◆ DESCRIPTION OF THE TASK
Extract all lines from the data beneath that include the word "Close".

◆ THE RECORDS
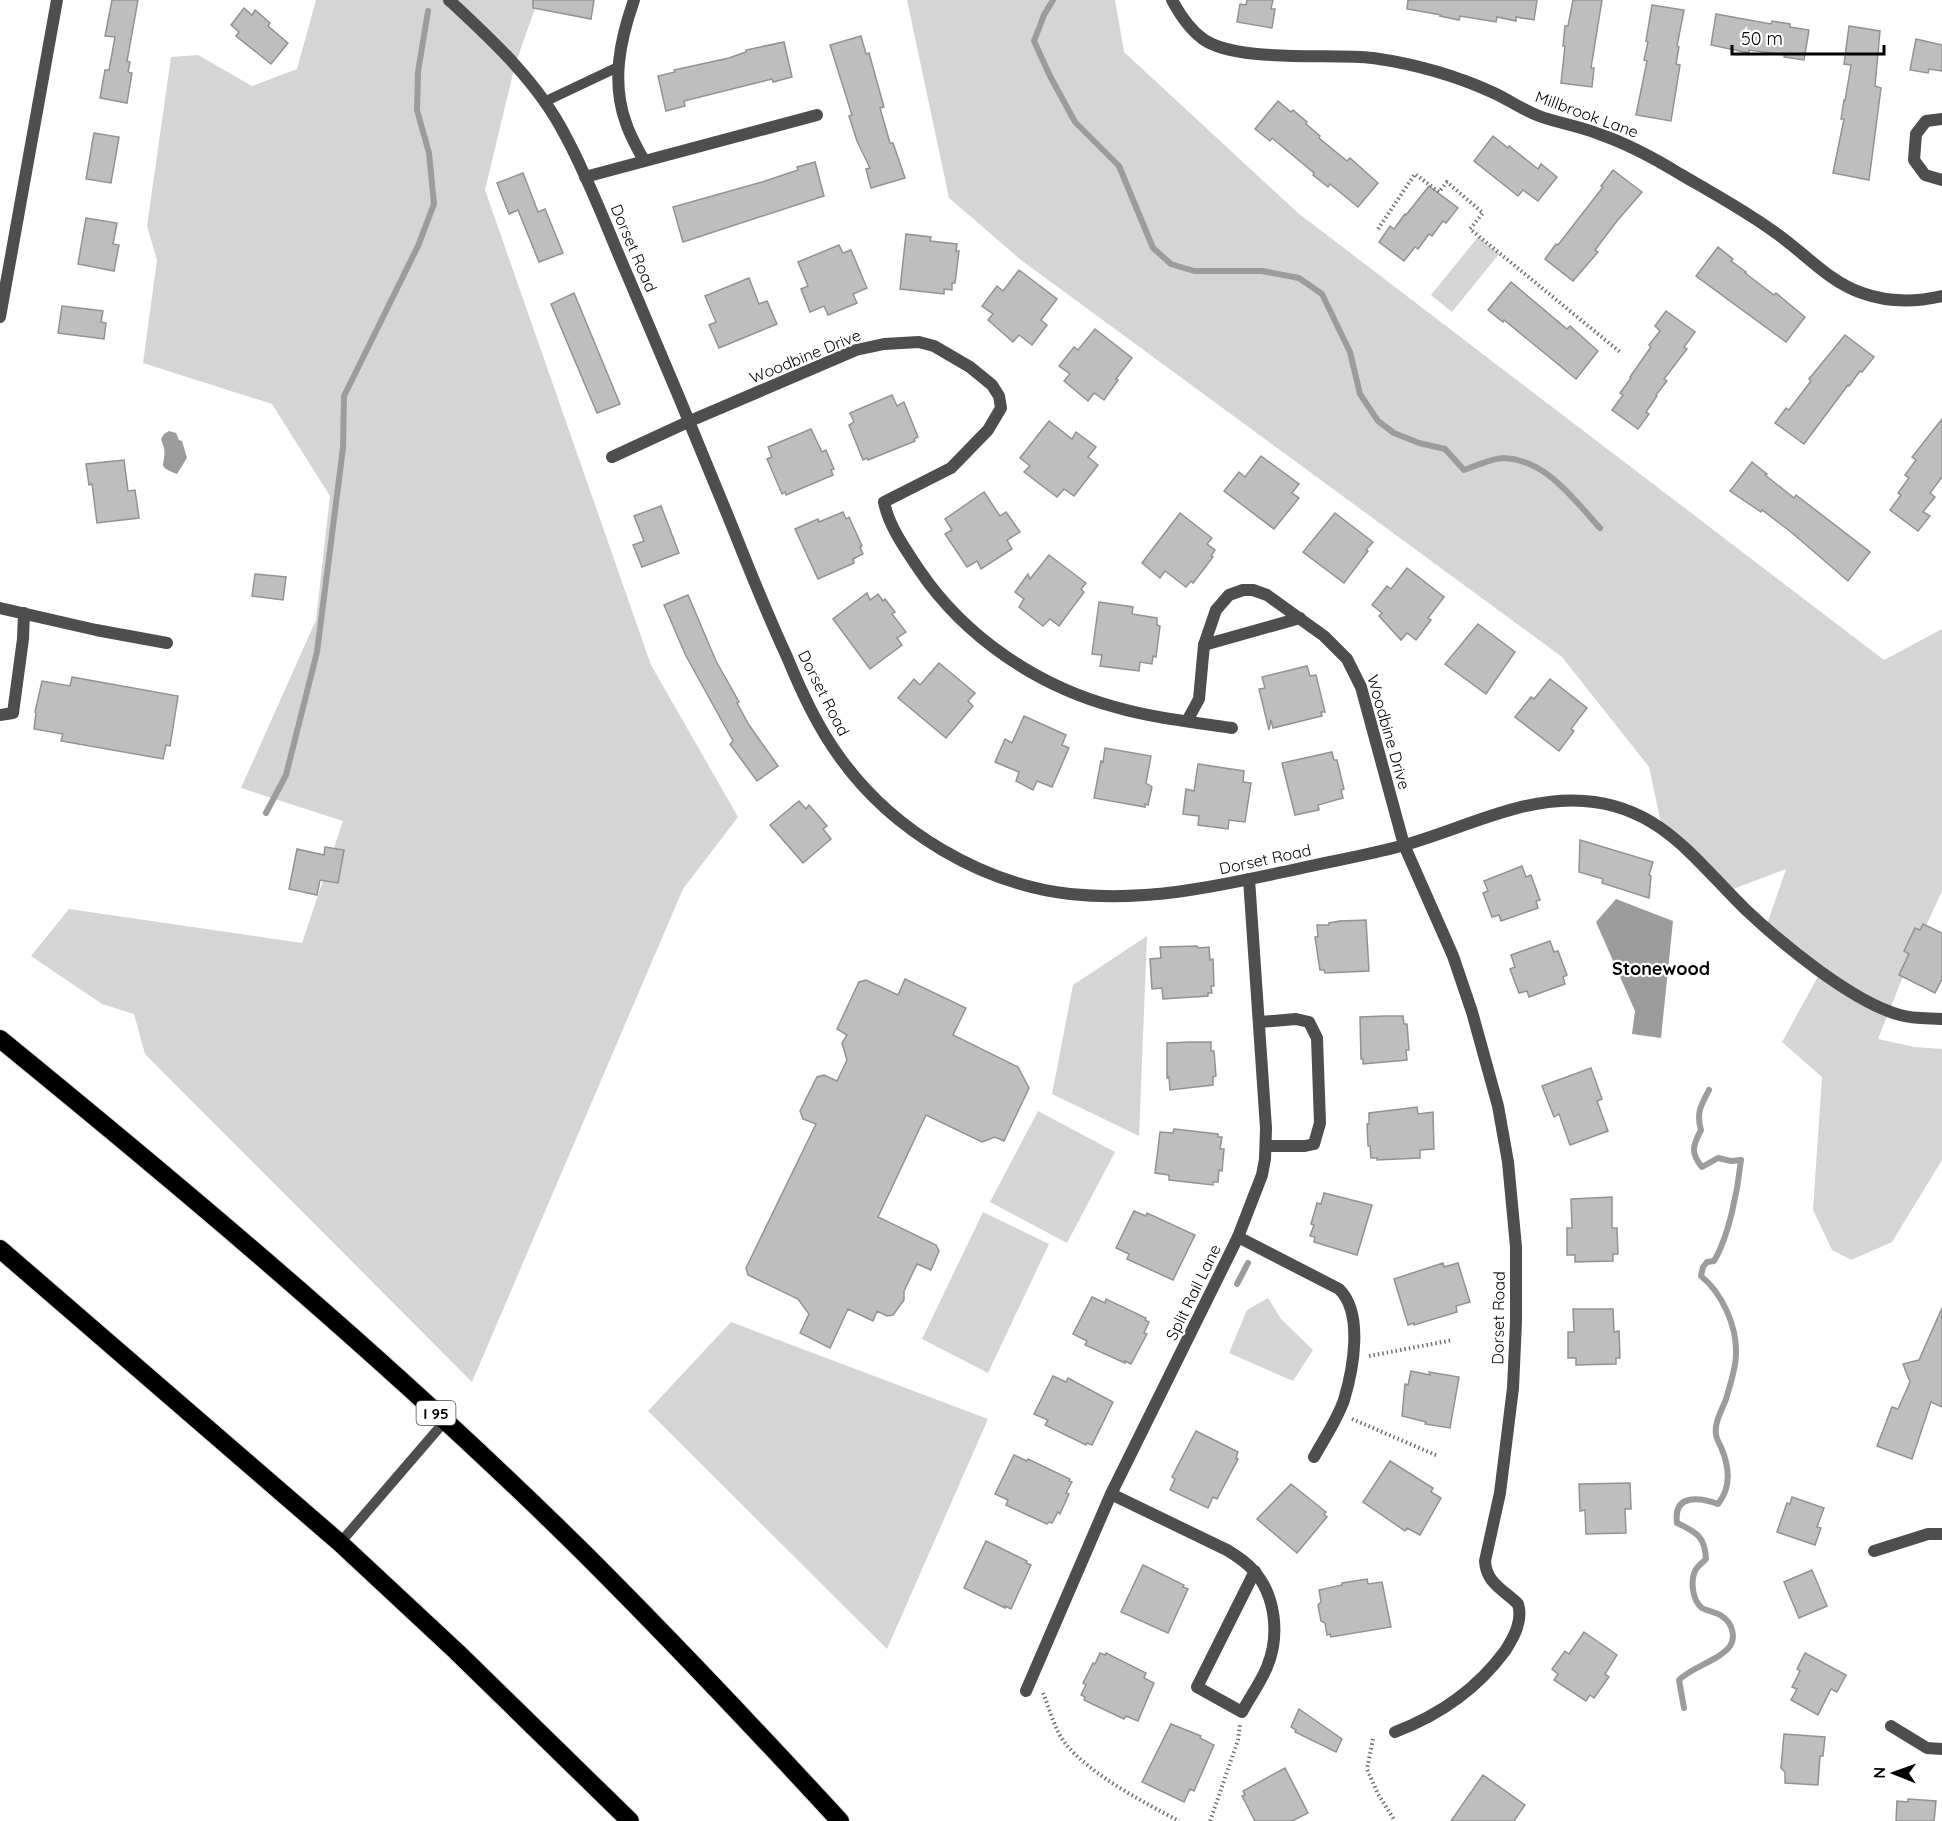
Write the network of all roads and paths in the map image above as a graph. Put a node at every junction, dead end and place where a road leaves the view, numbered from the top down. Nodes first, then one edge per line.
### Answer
1 (57, 0) edge
2 (449, 0) edge
3 (634, 0) edge
4 (1172, 0) edge
5 (618, 67) junction
6 (544, 102) junction
7 (817, 115) dead end
8 (1942, 119) edge
9 (645, 161) junction
10 (585, 177) junction
11 (1942, 180) edge
12 (1378, 229) dead end
13 (1942, 296) edge
14 (0, 317) edge
15 (1620, 352) dead end
16 (690, 421) junction
17 (612, 457) dead end
18 (0, 608) edge
19 (24, 613) junction
20 (1300, 618) junction
21 (167, 643) dead end
22 (1204, 645) junction
23 (0, 715) edge
24 (1187, 721) junction
25 (1232, 728) dead end
26 (1404, 845) junction
27 (1250, 879) junction
28 (1942, 1019) edge
29 (1260, 1022) junction
30 (0, 1038) edge
31 (1266, 1146) junction
32 (1238, 1237) junction
33 (0, 1249) edge
34 (1453, 1340) dead end
35 (1353, 1359) junction
36 (1338, 1413) junction
37 (445, 1421) junction
38 (1438, 1456) dead end
39 (1314, 1457) dead end
40 (1111, 1494) junction
41 (1942, 1534) edge
42 (340, 1543) junction
43 (1874, 1551) dead end
44 (1255, 1571) junction
45 (1034, 1673) junction
46 (1026, 1691) dead end
47 (1242, 1712) junction
48 (1891, 1726) dead end
49 (1395, 1732) dead end
50 (1373, 1738) dead end
51 (1942, 1749) edge
52 (630, 1821) edge
53 (840, 1821) edge
54 (1179, 1821) edge
55 (1210, 1821) edge
56 (1395, 1821) edge

1 - 14 street
2 - 6 street, Dorset Road
3 - 5 street
4 - 13 street, Millbrook Lane
5 - 6 lane
5 - 9 street
6 - 10 street, Dorset Road
7 - 9 street
8 - 11 street
9 - 10 street
10 - 16 street, Dorset Road
12 - 15 path
16 - 17 street
16 - 24 street, Woodbine Drive
16 - 27 street, Dorset Road
18 - 19 street
19 - 21 street
19 - 23 street
20 - 22 street
20 - 22 street, Woodbine Drive
20 - 26 street, Woodbine Drive
22 - 24 street, Woodbine Drive
24 - 25 street
26 - 27 street, Dorset Road
26 - 28 street, Dorset Road
26 - 49 street, Dorset Road
27 - 29 street, Split Rail Lane
29 - 31 street, Split Rail Lane
29 - 31 street
30 - 37 highway, I 95
31 - 32 street, Split Rail Lane
32 - 35 street
32 - 40 street, Split Rail Lane
33 - 42 highway
34 - 35 path
35 - 36 street
36 - 38 path
36 - 39 street
37 - 42 lane
37 - 53 highway, I 95
40 - 44 street
40 - 45 street, Split Rail Lane
41 - 43 street
42 - 52 highway
44 - 47 street
44 - 47 street
45 - 46 street, Split Rail Lane
45 - 54 path
47 - 55 path
48 - 51 street
50 - 56 path

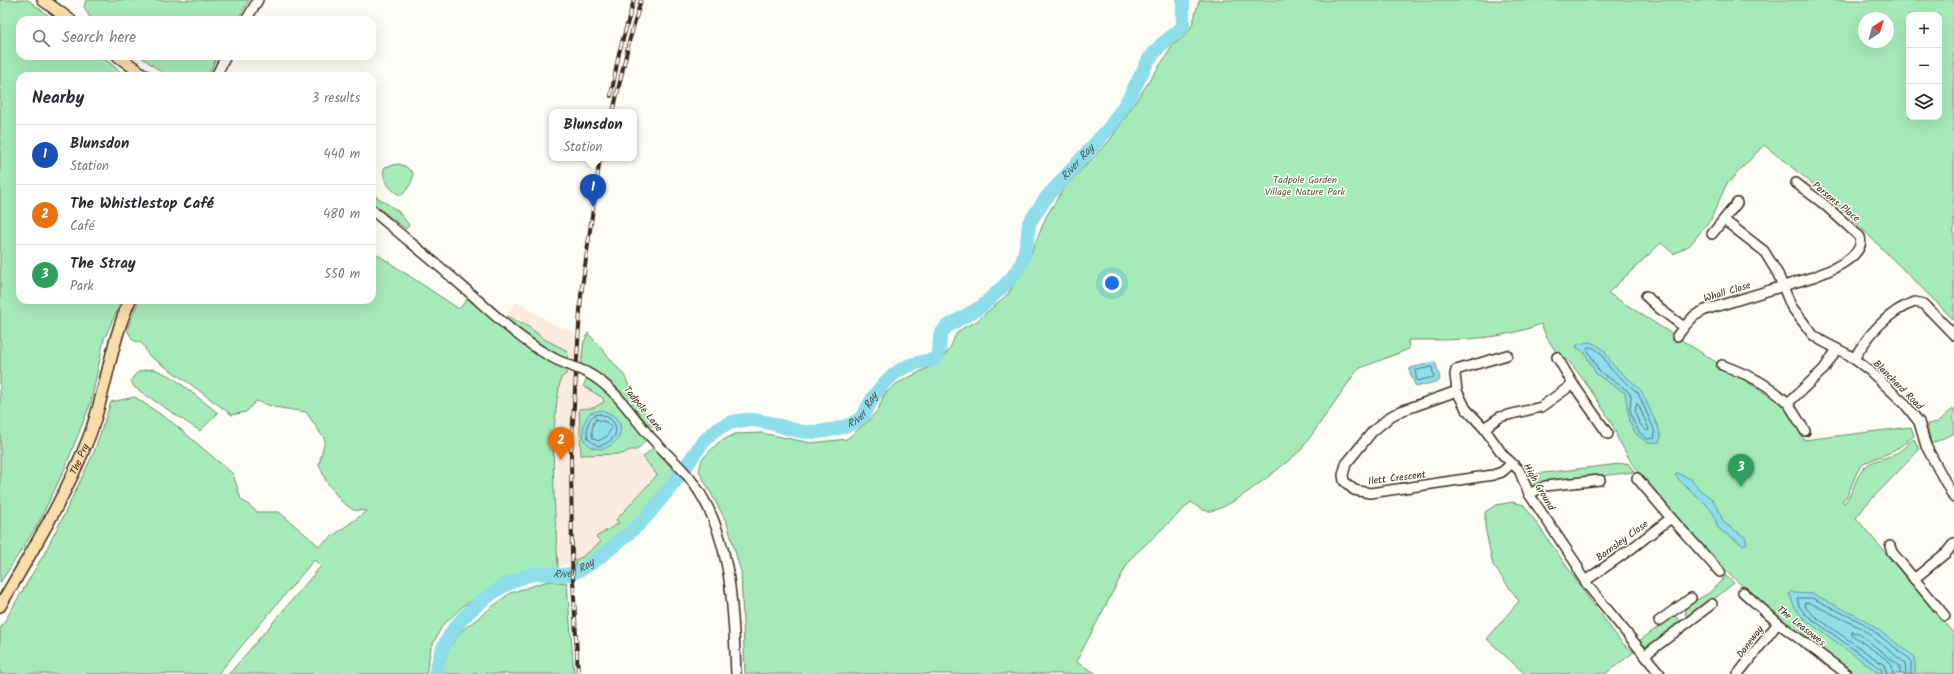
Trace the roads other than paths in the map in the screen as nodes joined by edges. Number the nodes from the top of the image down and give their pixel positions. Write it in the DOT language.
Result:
graph roads {
  1 [pos="43,0"];
  2 [pos="258,0"];
  3 [pos="65,16"];
  4 [pos="248,16"];
  5 [pos="123,60"];
  6 [pos="224,60"];
  7 [pos="140,72"];
  8 [pos="218,72"];
  9 [pos="1796,183"];
  10 [pos="1737,203"];
  11 [pos="376,213"];
  12 [pos="1724,220"];
  13 [pos="1712,234"];
  14 [pos="1782,286"];
  15 [pos="1646,296"];
  16 [pos="128,304"];
  17 [pos="1684,327"];
  18 [pos="1954,335"];
  19 [pos="1677,336"];
  20 [pos="1837,349"];
  21 [pos="1507,355"];
  22 [pos="1557,357"];
  23 [pos="1854,359"];
  24 [pos="1722,365"];
  25 [pos="1573,384"];
  26 [pos="1458,391"];
  27 [pos="1788,403"];
  28 [pos="1484,428"];
  29 [pos="1804,431"];
  30 [pos="1608,434"];
  31 [pos="1511,464"];
  32 [pos="1638,478"];
  33 [pos="1600,480"];
  34 [pos="1529,494"];
  35 [pos="1954,498"];
  36 [pos="1671,518"];
  37 [pos="1954,544"];
  38 [pos="1890,546"];
  39 [pos="1720,572"];
  40 [pos="1914,579"];
  41 [pos="1585,581"];
  42 [pos="1743,592"];
  43 [pos="1691,598"];
  44 [pos="1712,604"];
  45 [pos="0,606"];
  46 [pos="1676,609"];
  47 [pos="1945,616"];
  48 [pos="1660,621"];
  49 [pos="1687,623"];
  50 [pos="1778,623"];
  51 [pos="1645,655"];
  52 [pos="736,674"];
  53 [pos="1660,674"];
  54 [pos="1740,674"];
  55 [pos="1847,674"];
  1 -- 3 [label="main road"];
  2 -- 4 [label="street"];
  5 -- 7 [label="main road"];
  6 -- 8 [label="street"];
  9 -- 14 [label="street, Parsons Place"];
  10 -- 12 [label="street"];
  11 -- 52 [label="street, Tadpole Lane, bridge"];
  12 -- 13 [label="street"];
  12 -- 14 [label="street, Blanchard Road"];
  14 -- 17 [label="street, Whall Close"];
  14 -- 20 [label="street, Blanchard Road"];
  15 -- 17 [label="street"];
  16 -- 45 [label="main road, The Pry"];
  17 -- 19 [label="street, Whall Close"];
  18 -- 23 [label="street"];
  20 -- 23 [label="street, Blanchard Road"];
  20 -- 27 [label="street"];
  21 -- 26 [label="street, High Ground"];
  22 -- 25 [label="street"];
  23 -- 35 [label="street, Blanchard Road"];
  24 -- 27 [label="street"];
  25 -- 28 [label="street"];
  25 -- 30 [label="street"];
  26 -- 28 [label="street, High Ground"];
  26 -- 31 [label="street, Ilett Crescent"];
  27 -- 29 [label="street"];
  28 -- 31 [label="street, High Ground"];
  31 -- 34 [label="street, High Ground"];
  32 -- 36 [label="street"];
  33 -- 34 [label="street"];
  34 -- 41 [label="street, High Ground"];
  36 -- 39 [label="street"];
  36 -- 41 [label="street, Barnsley Close"];
  37 -- 40 [label="street"];
  38 -- 40 [label="street"];
  40 -- 47 [label="street"];
  41 -- 51 [label="street, High Ground"];
  42 -- 50 [label="street, The Leasowes"];
  43 -- 46 [label="street"];
  44 -- 49 [label="street"];
  46 -- 48 [label="street"];
  46 -- 49 [label="street"];
  49 -- 51 [label="street"];
  50 -- 54 [label="street, Daneway"];
  50 -- 55 [label="street, The Leasowes"];
  51 -- 53 [label="street, High Ground"];
}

◆ EXERCISE OUTPUT
  14 -- 17 [label="street, Whall Close"];
  17 -- 19 [label="street, Whall Close"];
  36 -- 41 [label="street, Barnsley Close"];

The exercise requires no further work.